I'm going to apologise in advance for the rant that is coming.
When I read threads like this I am very glad of two things: 1. that my parents never had a pot to piss in and so never felt the pressure to give my sibling and I any hand outs. They didn't even have their own home because they never earned enough money between them to buy one. 2. I don't have kids.
I graduated in 1992. It wasn't a barrel of laughs and many people from my year, including me, ended up without a "graduate" job t go to. This was not through lack of trying, but there was nothing out there. The country had a few financial problems, let's say. There had been rioting in the streets a few years before, Thatcher decimating whole communities, mass unemployment during my childhood and a feeling among many of us working class kids that there was little hope of us having a lifestyle that we aspired to, you know: own home, good job, nice car, holidays.

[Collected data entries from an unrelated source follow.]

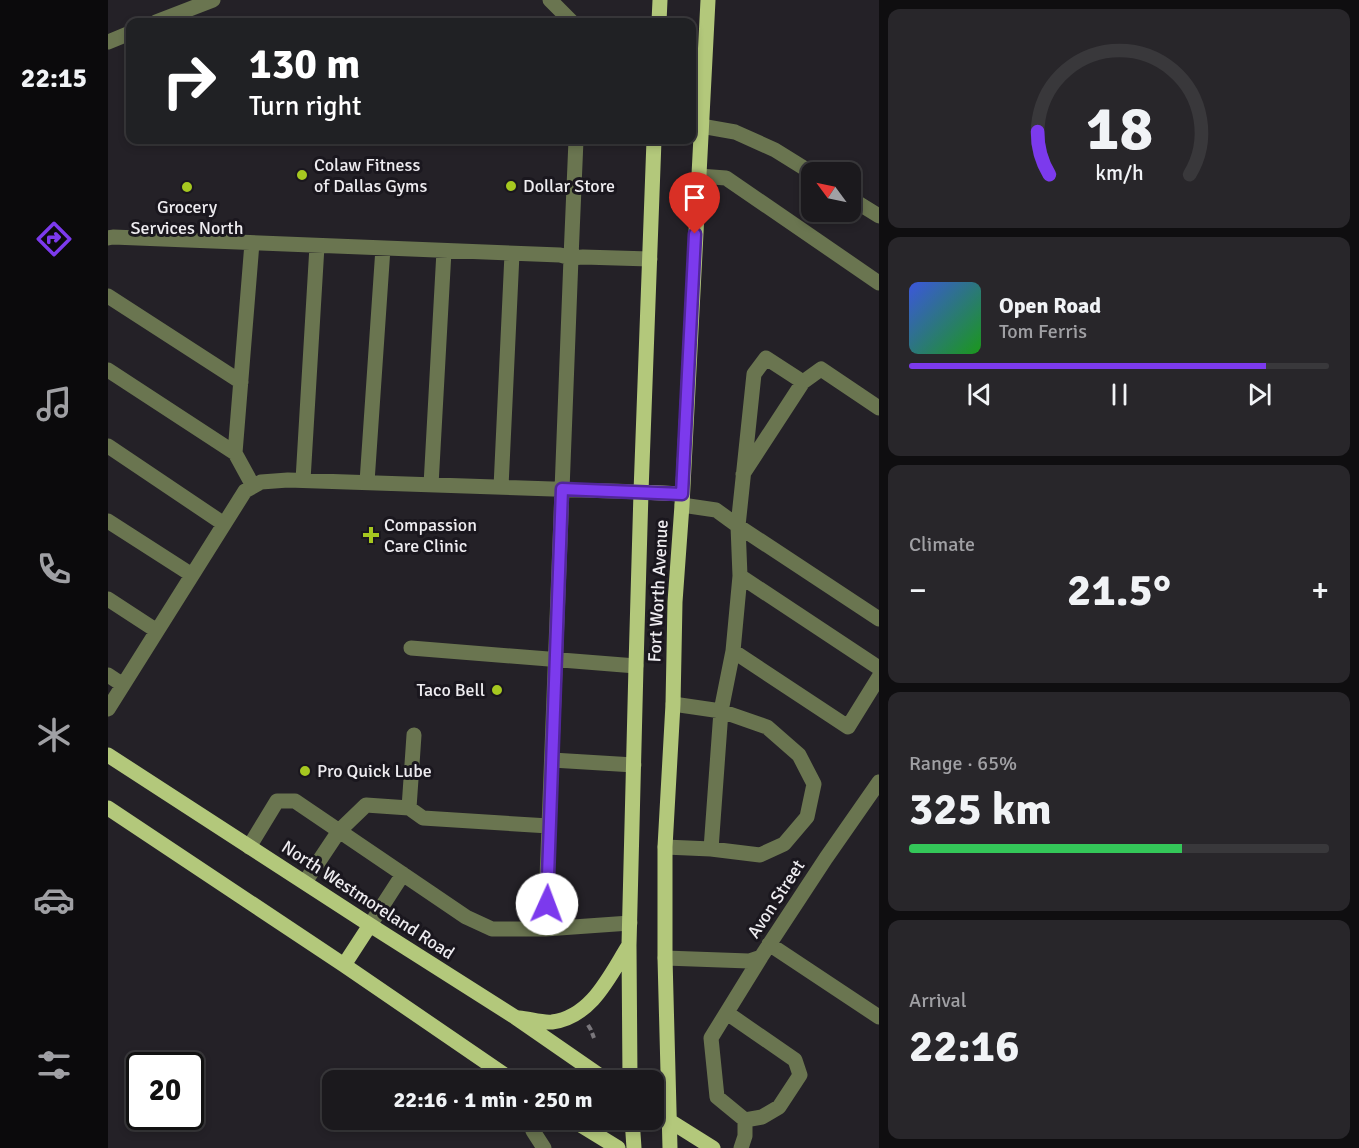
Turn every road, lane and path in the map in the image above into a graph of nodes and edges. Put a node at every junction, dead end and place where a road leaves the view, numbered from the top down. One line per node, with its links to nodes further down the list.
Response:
1 (213, 0): 5 (street)
2 (550, 0): 6 (street)
3 (660, 0): 7 (main road)
4 (708, 0): 10 (main road, Fort Worth Avenue)
5 (166, 18)
6 (568, 18)
7 (659, 18)
8 (126, 35): 9 (street)
9 (108, 42)
10 (696, 126): 13 (street); 14 (main road, Fort Worth Avenue)
11 (576, 144): 23 (street)
12 (654, 144): 24 (main road, Fort Worth Avenue)
13 (801, 166)
14 (699, 176): 25 (street); 41 (main road, Fort Worth Avenue)
15 (861, 205): 16 (street)
16 (879, 216)
17 (108, 238): 18 (street)
18 (252, 243): 19 (street); 28 (street)
19 (317, 246): 20 (street); 34 (street)
20 (383, 248): 21 (street); 35 (street)
21 (444, 251): 22 (street); 36 (street)
22 (512, 254): 23 (street); 38 (street)
23 (571, 258): 24 (street); 39 (street)
24 (650, 260): 40 (main road, Fort Worth Avenue)
25 (879, 283)
26 (108, 296): 28 (street)
27 (108, 370): 32 (street)
28 (241, 382): 32 (street)
29 (803, 382): 30 (street); 33 (street); 33 (street)
30 (879, 408)
31 (108, 446): 43 (street)
32 (235, 453): 37 (street)
33 (743, 474): 44 (street)
34 (303, 480): 35 (street); 37 (street)
35 (368, 482): 36 (street)
36 (431, 485): 38 (street)
37 (253, 486): 43 (street)
38 (501, 487): 39 (street)
39 (562, 489): 40 (street); 52 (street)
40 (641, 492): 41 (main road); 53 (main road, Fort Worth Avenue)
41 (682, 499): 44 (street); 58 (main road, Fort Worth Avenue)
42 (108, 521): 45 (street)
43 (224, 524): 45 (street)
44 (738, 526): 46 (street); 48 (street)
45 (192, 575): 49 (street)
46 (740, 576): 51 (street); 54 (street)
47 (108, 599): 49 (street)
48 (879, 619)
49 (157, 631): 57 (street)
50 (411, 648): 52 (street)
51 (734, 651): 56 (street); 60 (street)
52 (556, 660): 53 (street); 63 (street)
53 (636, 666): 64 (main road, Fort Worth Avenue)
54 (879, 668)
55 (108, 675): 57 (street)
56 (879, 677)
57 (123, 685): 59 (street)
58 (673, 704): 60 (street); 71 (main road, Fort Worth Avenue)
59 (108, 709)
60 (721, 711): 72 (street); 72 (street)
61 (414, 735): 67 (street)
62 (108, 755): 70 (main road, North Westmoreland Road)
63 (552, 760): 64 (street); 68 (street)
64 (634, 765): 75 (main road, Fort Worth Avenue)
65 (879, 782): 79 (street, Avon Street)
66 (108, 808): 81 (main road)
67 (409, 808): 68 (street); 69 (street)
68 (549, 826): 77 (street)
69 (339, 831): 70 (street); 73 (street); 74 (street)
70 (249, 847): 74 (main road, North Westmoreland Road)
71 (665, 847): 72 (street); 80 (main road, Fort Worth Avenue)
72 (711, 849)
73 (403, 874): 76 (street); 77 (street)
74 (305, 882): 76 (main road, North Westmoreland Road)
75 (630, 923): 77 (street); 78 (main road, Fort Worth Avenue)
76 (370, 925): 81 (main road); 83 (main road, North Westmoreland Road)
77 (545, 929)
78 (629, 945): 83 (main road); 89 (main road, Fort Worth Avenue)
79 (765, 951): 80 (street, Avon Street); 82 (street); 84 (street)
80 (664, 958): 91 (main road, Fort Worth Avenue)
81 (344, 965): 87 (main road)
82 (727, 1013): 92 (street); 92 (street)
83 (515, 1017): 88 (main road, North Westmoreland Road)
84 (879, 1017)
85 (585, 1023): 86 (path)
86 (594, 1038)
87 (497, 1070)
88 (592, 1070)
89 (630, 1070)
90 (664, 1117): 91 (main road)
91 (669, 1120): 99 (main road, Fort Worth Avenue); 100 (main road)
92 (745, 1120): 101 (street)
93 (533, 1130): 96 (street)
94 (589, 1130): 97 (main road)
95 (633, 1130): 98 (main road)
96 (544, 1148)
97 (618, 1148)
98 (634, 1148)
99 (670, 1148)
100 (713, 1148)
101 (741, 1148)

We took shit, low paid jobs and by God they were low paid in the days before NMW. I couldn't afford to even rent a room in a shitty, mould-covered shared house which had no functional bathroom or kitchen. I ended up living with my parents and commuting to said low paid job by bike - it was 10 miles away. I became mega fit, so that's one advantage I guess. I had no savings. No handouts. No proper job until 1994 when I started temping. Only then I was able to afford the shitty room in the shared house, but then couldn't afford to eat properly and definitely no social life. Only in 1997 did I manage to escape the shit life - I was late 20's by then - with a place on a graduate programme. I could then afford to rent a slightly less grotty room in a shared house (this wasn't London and was actually a cheap area) and even managed to eat most days - though still had no social life, couldn't afford driving lessons so that cut down on job opportunities and definitely no hope of saving.
It wasn't until 2000 when I moved in with my then boyfriend, who became my husband (now ex) that being able to share the rent meant we could get a whole flat of our own. It was one bed, ancient kitchen and a broken bath, so we had to exist on sink washes to avoid flooding the flat below. We lived there for 3 years until we could afford a slightly better flat and then managed to buy a tiny, one bed starter home by taking out a scary number of credit cards and maxing them all out, plus a bank loan, to raise the deposit.
We were both, by then, in fairly good jobs and had progressed. We were still paying off the cards and the loan when we divorced in 2010.
For some of us there has never been a time when we could afford a deposit on a house in our 20's. Or 30s or, in the case of my parents. Ever.
For some of us the housing market has always been something out of reach and beyond our dreams.
I for one am sick to death of being expected to feel guilty for being born when I was. We struggled too. We had a cost of living crisis and we couldn't afford houses or a good life. Something that I think the parents of these spoilt children may have forgotten - or maybe didn't have to think about because they were the ones who had everything that people like me didn't.
Childfree people like me often get told that we are going to be dependent on your offspring to wipe our arses when we're old. I say to you now, I don't want your children anywhere near me because you have raised a generation of selfish, entitled drama queens and when I can no longer wipe my own arse, I'll see myself out of this life. Oh I don't blame the kids, btw. I blame you. Parents of my generation. What the fuck were you thinking.